[Collected data]

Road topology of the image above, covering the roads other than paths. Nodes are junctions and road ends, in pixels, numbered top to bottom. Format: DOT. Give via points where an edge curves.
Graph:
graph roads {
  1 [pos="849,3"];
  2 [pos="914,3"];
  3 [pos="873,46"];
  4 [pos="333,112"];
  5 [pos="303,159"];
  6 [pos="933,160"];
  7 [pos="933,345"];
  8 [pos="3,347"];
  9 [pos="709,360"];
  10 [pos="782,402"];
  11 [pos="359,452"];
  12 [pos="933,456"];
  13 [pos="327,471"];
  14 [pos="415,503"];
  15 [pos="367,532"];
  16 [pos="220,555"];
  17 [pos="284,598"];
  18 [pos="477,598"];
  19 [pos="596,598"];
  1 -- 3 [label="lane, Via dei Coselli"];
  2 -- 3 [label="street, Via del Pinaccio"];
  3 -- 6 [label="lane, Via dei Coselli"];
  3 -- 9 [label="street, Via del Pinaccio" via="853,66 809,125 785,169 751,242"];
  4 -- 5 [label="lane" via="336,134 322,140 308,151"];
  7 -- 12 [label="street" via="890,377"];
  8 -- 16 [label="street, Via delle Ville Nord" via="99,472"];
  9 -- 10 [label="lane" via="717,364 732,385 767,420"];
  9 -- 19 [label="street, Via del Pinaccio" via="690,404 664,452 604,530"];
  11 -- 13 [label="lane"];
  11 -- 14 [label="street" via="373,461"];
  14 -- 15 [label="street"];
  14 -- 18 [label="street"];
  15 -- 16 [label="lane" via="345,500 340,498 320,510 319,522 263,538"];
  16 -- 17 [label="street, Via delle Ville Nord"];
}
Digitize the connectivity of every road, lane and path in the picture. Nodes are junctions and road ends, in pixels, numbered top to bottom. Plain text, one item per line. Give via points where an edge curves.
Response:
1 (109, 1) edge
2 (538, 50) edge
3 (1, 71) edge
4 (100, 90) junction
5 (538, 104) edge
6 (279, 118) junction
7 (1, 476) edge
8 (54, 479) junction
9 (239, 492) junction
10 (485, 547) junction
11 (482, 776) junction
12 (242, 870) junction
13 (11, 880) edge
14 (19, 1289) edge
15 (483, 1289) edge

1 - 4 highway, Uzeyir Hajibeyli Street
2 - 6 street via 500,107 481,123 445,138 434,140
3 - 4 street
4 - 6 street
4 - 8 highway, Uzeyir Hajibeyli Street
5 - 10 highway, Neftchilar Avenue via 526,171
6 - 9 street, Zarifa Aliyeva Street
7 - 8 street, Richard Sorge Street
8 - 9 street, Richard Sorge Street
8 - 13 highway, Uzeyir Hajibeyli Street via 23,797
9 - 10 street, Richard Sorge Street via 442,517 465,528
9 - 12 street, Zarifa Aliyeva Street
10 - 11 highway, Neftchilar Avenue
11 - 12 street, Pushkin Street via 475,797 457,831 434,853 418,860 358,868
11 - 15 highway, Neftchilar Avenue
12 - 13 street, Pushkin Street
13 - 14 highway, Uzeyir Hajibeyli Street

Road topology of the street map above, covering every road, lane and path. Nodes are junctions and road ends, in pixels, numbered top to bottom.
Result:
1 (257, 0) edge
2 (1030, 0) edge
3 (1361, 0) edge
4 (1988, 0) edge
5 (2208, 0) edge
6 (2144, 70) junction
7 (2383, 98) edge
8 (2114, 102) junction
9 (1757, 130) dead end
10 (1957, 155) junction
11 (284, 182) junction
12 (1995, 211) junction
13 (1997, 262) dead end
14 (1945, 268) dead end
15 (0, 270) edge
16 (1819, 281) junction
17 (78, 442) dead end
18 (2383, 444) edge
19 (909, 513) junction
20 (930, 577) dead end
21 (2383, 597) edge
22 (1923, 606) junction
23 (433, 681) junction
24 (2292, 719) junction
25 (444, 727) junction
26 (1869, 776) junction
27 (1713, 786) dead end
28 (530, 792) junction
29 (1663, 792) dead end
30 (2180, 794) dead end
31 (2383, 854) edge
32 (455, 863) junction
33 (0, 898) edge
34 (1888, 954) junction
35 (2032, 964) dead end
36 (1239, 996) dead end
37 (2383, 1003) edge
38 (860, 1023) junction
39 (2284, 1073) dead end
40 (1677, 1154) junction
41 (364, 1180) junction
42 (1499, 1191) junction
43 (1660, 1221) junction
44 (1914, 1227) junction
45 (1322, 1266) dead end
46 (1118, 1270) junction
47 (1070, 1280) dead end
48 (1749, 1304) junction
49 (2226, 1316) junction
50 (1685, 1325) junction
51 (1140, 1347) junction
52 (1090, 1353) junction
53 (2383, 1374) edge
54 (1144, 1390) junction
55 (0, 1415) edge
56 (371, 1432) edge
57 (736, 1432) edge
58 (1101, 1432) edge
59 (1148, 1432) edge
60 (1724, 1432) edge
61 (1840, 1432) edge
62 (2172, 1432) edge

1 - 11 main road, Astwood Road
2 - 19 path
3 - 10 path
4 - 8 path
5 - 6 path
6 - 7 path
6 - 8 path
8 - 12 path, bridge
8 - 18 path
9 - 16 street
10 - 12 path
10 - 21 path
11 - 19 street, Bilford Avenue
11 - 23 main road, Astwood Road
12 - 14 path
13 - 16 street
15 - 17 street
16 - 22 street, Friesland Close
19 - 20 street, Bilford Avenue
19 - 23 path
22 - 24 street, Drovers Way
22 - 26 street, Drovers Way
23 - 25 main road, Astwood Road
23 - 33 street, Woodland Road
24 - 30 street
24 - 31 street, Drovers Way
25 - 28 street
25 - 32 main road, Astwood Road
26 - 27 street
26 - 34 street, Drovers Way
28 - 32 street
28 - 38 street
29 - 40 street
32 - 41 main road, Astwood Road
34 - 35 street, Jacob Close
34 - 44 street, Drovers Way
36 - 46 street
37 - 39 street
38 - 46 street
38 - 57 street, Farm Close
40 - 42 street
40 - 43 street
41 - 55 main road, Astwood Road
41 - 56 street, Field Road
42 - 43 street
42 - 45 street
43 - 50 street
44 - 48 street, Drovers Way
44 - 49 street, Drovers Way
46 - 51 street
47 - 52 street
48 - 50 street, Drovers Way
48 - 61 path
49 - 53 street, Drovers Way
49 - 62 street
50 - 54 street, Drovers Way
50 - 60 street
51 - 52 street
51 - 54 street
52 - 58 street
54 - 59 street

REQUIREMENT:
Could I ask you to return the records exactly and in full?

REPLY:
Road topology of the image above, covering the roads other than paths. Nodes are junctions and road ends, in pixels, numbered top to bottom. Format: DOT. Give via points where an edge curves.
Graph:
graph roads {
  1 [pos="849,3"];
  2 [pos="914,3"];
  3 [pos="873,46"];
  4 [pos="333,112"];
  5 [pos="303,159"];
  6 [pos="933,160"];
  7 [pos="933,345"];
  8 [pos="3,347"];
  9 [pos="709,360"];
  10 [pos="782,402"];
  11 [pos="359,452"];
  12 [pos="933,456"];
  13 [pos="327,471"];
  14 [pos="415,503"];
  15 [pos="367,532"];
  16 [pos="220,555"];
  17 [pos="284,598"];
  18 [pos="477,598"];
  19 [pos="596,598"];
  1 -- 3 [label="lane, Via dei Coselli"];
  2 -- 3 [label="street, Via del Pinaccio"];
  3 -- 6 [label="lane, Via dei Coselli"];
  3 -- 9 [label="street, Via del Pinaccio" via="853,66 809,125 785,169 751,242"];
  4 -- 5 [label="lane" via="336,134 322,140 308,151"];
  7 -- 12 [label="street" via="890,377"];
  8 -- 16 [label="street, Via delle Ville Nord" via="99,472"];
  9 -- 10 [label="lane" via="717,364 732,385 767,420"];
  9 -- 19 [label="street, Via del Pinaccio" via="690,404 664,452 604,530"];
  11 -- 13 [label="lane"];
  11 -- 14 [label="street" via="373,461"];
  14 -- 15 [label="street"];
  14 -- 18 [label="street"];
  15 -- 16 [label="lane" via="345,500 340,498 320,510 319,522 263,538"];
  16 -- 17 [label="street, Via delle Ville Nord"];
}
Digitize the connectivity of every road, lane and path in the picture. Nodes are junctions and road ends, in pixels, numbered top to bottom. Plain text, one item per line. Give via points where an edge curves.
Response:
1 (109, 1) edge
2 (538, 50) edge
3 (1, 71) edge
4 (100, 90) junction
5 (538, 104) edge
6 (279, 118) junction
7 (1, 476) edge
8 (54, 479) junction
9 (239, 492) junction
10 (485, 547) junction
11 (482, 776) junction
12 (242, 870) junction
13 (11, 880) edge
14 (19, 1289) edge
15 (483, 1289) edge

1 - 4 highway, Uzeyir Hajibeyli Street
2 - 6 street via 500,107 481,123 445,138 434,140
3 - 4 street
4 - 6 street
4 - 8 highway, Uzeyir Hajibeyli Street
5 - 10 highway, Neftchilar Avenue via 526,171
6 - 9 street, Zarifa Aliyeva Street
7 - 8 street, Richard Sorge Street
8 - 9 street, Richard Sorge Street
8 - 13 highway, Uzeyir Hajibeyli Street via 23,797
9 - 10 street, Richard Sorge Street via 442,517 465,528
9 - 12 street, Zarifa Aliyeva Street
10 - 11 highway, Neftchilar Avenue
11 - 12 street, Pushkin Street via 475,797 457,831 434,853 418,860 358,868
11 - 15 highway, Neftchilar Avenue
12 - 13 street, Pushkin Street
13 - 14 highway, Uzeyir Hajibeyli Street

Road topology of the street map above, covering every road, lane and path. Nodes are junctions and road ends, in pixels, numbered top to bottom.
Result:
1 (257, 0) edge
2 (1030, 0) edge
3 (1361, 0) edge
4 (1988, 0) edge
5 (2208, 0) edge
6 (2144, 70) junction
7 (2383, 98) edge
8 (2114, 102) junction
9 (1757, 130) dead end
10 (1957, 155) junction
11 (284, 182) junction
12 (1995, 211) junction
13 (1997, 262) dead end
14 (1945, 268) dead end
15 (0, 270) edge
16 (1819, 281) junction
17 (78, 442) dead end
18 (2383, 444) edge
19 (909, 513) junction
20 (930, 577) dead end
21 (2383, 597) edge
22 (1923, 606) junction
23 (433, 681) junction
24 (2292, 719) junction
25 (444, 727) junction
26 (1869, 776) junction
27 (1713, 786) dead end
28 (530, 792) junction
29 (1663, 792) dead end
30 (2180, 794) dead end
31 (2383, 854) edge
32 (455, 863) junction
33 (0, 898) edge
34 (1888, 954) junction
35 (2032, 964) dead end
36 (1239, 996) dead end
37 (2383, 1003) edge
38 (860, 1023) junction
39 (2284, 1073) dead end
40 (1677, 1154) junction
41 (364, 1180) junction
42 (1499, 1191) junction
43 (1660, 1221) junction
44 (1914, 1227) junction
45 (1322, 1266) dead end
46 (1118, 1270) junction
47 (1070, 1280) dead end
48 (1749, 1304) junction
49 (2226, 1316) junction
50 (1685, 1325) junction
51 (1140, 1347) junction
52 (1090, 1353) junction
53 (2383, 1374) edge
54 (1144, 1390) junction
55 (0, 1415) edge
56 (371, 1432) edge
57 (736, 1432) edge
58 (1101, 1432) edge
59 (1148, 1432) edge
60 (1724, 1432) edge
61 (1840, 1432) edge
62 (2172, 1432) edge

1 - 11 main road, Astwood Road
2 - 19 path
3 - 10 path
4 - 8 path
5 - 6 path
6 - 7 path
6 - 8 path
8 - 12 path, bridge
8 - 18 path
9 - 16 street
10 - 12 path
10 - 21 path
11 - 19 street, Bilford Avenue
11 - 23 main road, Astwood Road
12 - 14 path
13 - 16 street
15 - 17 street
16 - 22 street, Friesland Close
19 - 20 street, Bilford Avenue
19 - 23 path
22 - 24 street, Drovers Way
22 - 26 street, Drovers Way
23 - 25 main road, Astwood Road
23 - 33 street, Woodland Road
24 - 30 street
24 - 31 street, Drovers Way
25 - 28 street
25 - 32 main road, Astwood Road
26 - 27 street
26 - 34 street, Drovers Way
28 - 32 street
28 - 38 street
29 - 40 street
32 - 41 main road, Astwood Road
34 - 35 street, Jacob Close
34 - 44 street, Drovers Way
36 - 46 street
37 - 39 street
38 - 46 street
38 - 57 street, Farm Close
40 - 42 street
40 - 43 street
41 - 55 main road, Astwood Road
41 - 56 street, Field Road
42 - 43 street
42 - 45 street
43 - 50 street
44 - 48 street, Drovers Way
44 - 49 street, Drovers Way
46 - 51 street
47 - 52 street
48 - 50 street, Drovers Way
48 - 61 path
49 - 53 street, Drovers Way
49 - 62 street
50 - 54 street, Drovers Way
50 - 60 street
51 - 52 street
51 - 54 street
52 - 58 street
54 - 59 street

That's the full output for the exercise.